The latest news from Hawai’i is that the Honululu Authority for Rapid Transportation (HART) lied to the city council when it told them the city’s rail project was $500 million to $700 million over budget. It turns out it’s really $910 million over budget. HART was just hoping to cover up $210 million of the deficit by quietly transferring bus money to the rail project.

Meanwhile, as fiscal conservative Larry Hogan is sworn in as governor of Maryland, rail advocates are doing a fullcourt press about how the state really needs to build the Purple Line, a light-rail line from the mighty city of New Carrollton (population: 12,000) to the city census-defined place of Bethesda (population: 63,000), passing through the census-defined place of Silver Spring (population: 77,000) on the way. The trains are expected to trundle between these suburbs at the breath-taking speed of not-quite 15.5 miles per hour, somehow attracting 69,000 daily riders along the way.
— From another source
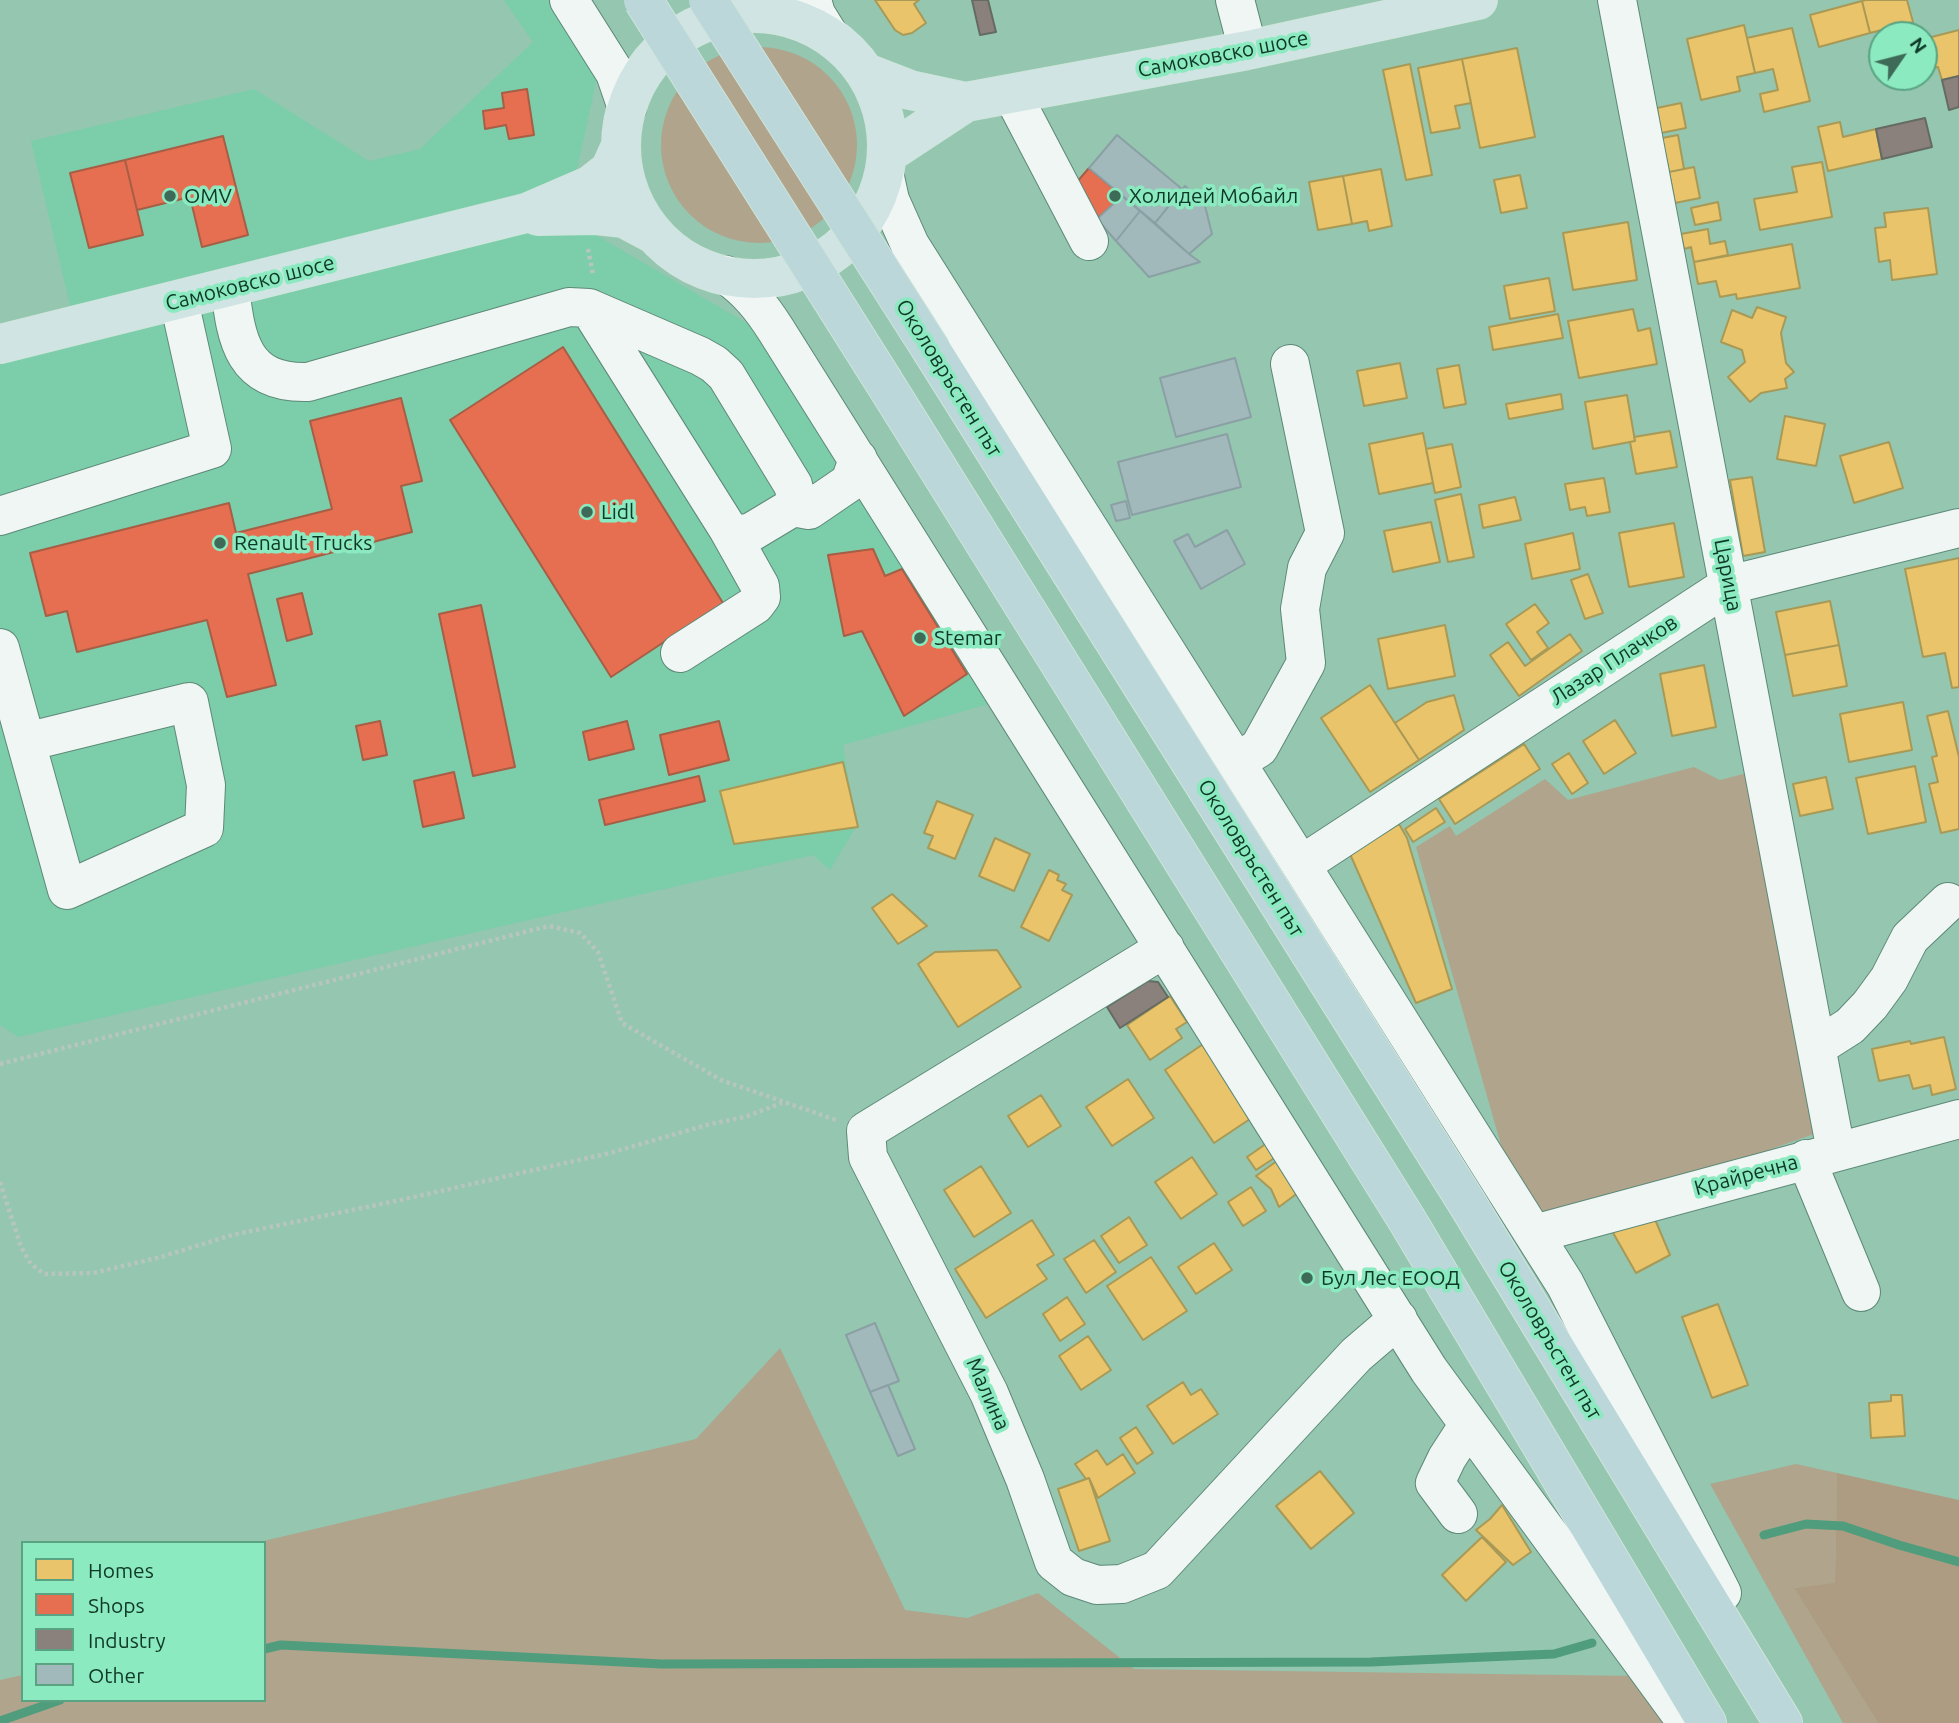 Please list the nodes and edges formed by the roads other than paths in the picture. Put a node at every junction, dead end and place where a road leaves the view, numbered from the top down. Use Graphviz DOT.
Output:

As shown earlier this week, the Maryland Department of Transportation has solid track record of overestimating light- and heavy-rail ridership by at least 100 percent. If it is built, the Purple Line is likely to be no exception. New Jersey’s Hudson-Bergen line, which serves neighborhoods whose population densities are four times greater than those along the Purple Line and regional centers with far more jobs than suburban DC, carried just 44,000 riders per weekday in 2012. The Purple Line is not likely to be less than that.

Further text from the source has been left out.